Inclusive, o Decreto-lei nº 253/67 estabele, em seu art. 4º:

“Art. 4º Nos crimes de competência da Justiça Federal, que devem ser julgados pelo Tribunal do Júri, observar-se-á o disposto na legislação processual, cabendo a sua presidência ao juiz a que competir o processamento da respectiva ação penal.

Parágrafo único. Nas Seções Judiciárias, onde houver mais de uma Vara, competentes em matéria criminal, a lista dos jurados será organizada, anualmente por um dos Juízes, mediante rodízio observada sua ordem numérica.”

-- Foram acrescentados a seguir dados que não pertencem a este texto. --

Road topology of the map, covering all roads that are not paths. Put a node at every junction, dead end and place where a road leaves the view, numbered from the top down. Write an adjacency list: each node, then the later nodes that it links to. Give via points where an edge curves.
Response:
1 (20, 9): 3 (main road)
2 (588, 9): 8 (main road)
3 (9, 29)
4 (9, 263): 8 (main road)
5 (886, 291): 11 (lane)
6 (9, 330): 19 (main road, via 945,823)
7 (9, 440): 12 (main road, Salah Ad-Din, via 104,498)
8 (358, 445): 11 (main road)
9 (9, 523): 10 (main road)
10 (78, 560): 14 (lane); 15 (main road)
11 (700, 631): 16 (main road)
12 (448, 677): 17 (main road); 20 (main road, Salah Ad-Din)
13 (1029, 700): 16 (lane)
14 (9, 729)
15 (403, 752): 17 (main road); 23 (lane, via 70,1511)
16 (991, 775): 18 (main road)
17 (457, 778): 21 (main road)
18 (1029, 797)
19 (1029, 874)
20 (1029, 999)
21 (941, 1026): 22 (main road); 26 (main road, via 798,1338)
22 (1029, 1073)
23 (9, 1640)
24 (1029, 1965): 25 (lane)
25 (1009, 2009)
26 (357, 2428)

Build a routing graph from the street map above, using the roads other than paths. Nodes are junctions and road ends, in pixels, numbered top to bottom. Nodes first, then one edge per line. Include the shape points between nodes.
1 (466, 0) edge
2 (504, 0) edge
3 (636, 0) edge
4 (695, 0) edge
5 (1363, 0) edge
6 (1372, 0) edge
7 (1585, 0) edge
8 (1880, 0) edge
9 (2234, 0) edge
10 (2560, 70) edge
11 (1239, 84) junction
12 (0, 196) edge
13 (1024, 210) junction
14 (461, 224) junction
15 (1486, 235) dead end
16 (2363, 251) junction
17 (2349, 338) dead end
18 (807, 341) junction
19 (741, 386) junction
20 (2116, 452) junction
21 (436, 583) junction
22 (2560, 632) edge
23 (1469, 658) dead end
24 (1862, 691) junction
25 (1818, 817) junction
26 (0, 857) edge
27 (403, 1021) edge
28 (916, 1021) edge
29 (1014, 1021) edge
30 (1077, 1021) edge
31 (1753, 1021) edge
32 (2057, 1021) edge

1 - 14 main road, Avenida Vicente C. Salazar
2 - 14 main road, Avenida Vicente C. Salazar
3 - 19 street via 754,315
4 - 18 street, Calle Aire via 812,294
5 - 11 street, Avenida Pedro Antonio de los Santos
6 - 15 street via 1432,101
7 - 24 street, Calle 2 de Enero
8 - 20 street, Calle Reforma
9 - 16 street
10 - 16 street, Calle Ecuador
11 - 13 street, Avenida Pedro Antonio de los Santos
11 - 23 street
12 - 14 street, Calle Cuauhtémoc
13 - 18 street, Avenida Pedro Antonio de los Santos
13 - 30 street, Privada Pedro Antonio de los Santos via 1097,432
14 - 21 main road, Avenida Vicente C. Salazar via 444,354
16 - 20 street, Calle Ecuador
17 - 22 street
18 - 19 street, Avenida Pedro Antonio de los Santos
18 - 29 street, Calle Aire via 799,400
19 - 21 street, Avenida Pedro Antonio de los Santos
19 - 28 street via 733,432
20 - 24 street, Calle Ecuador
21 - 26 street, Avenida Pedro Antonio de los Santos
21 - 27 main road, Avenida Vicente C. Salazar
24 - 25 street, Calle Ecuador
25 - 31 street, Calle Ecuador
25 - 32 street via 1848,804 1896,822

Em suma, a competência do Tribunal do Júri no âmbito da Justiça Federal envolve: o processo e julgamento de crime doloso contra a vida praticado contra funcionário público federal no exercício da função ou em virtude dela; o processo e julgamento de funcionário público federal que comete crime doloso contra a vida no exercício da função ou em razão dela; o processo e julgamento de crime doloso contra a vida ocorrido a bordo de navio ou aeronave, ressalvada a competência da Justiça Militar; e o processo e julgamento de crime doloso contra a vida envolvendo a disputa sobre direitos indígenas.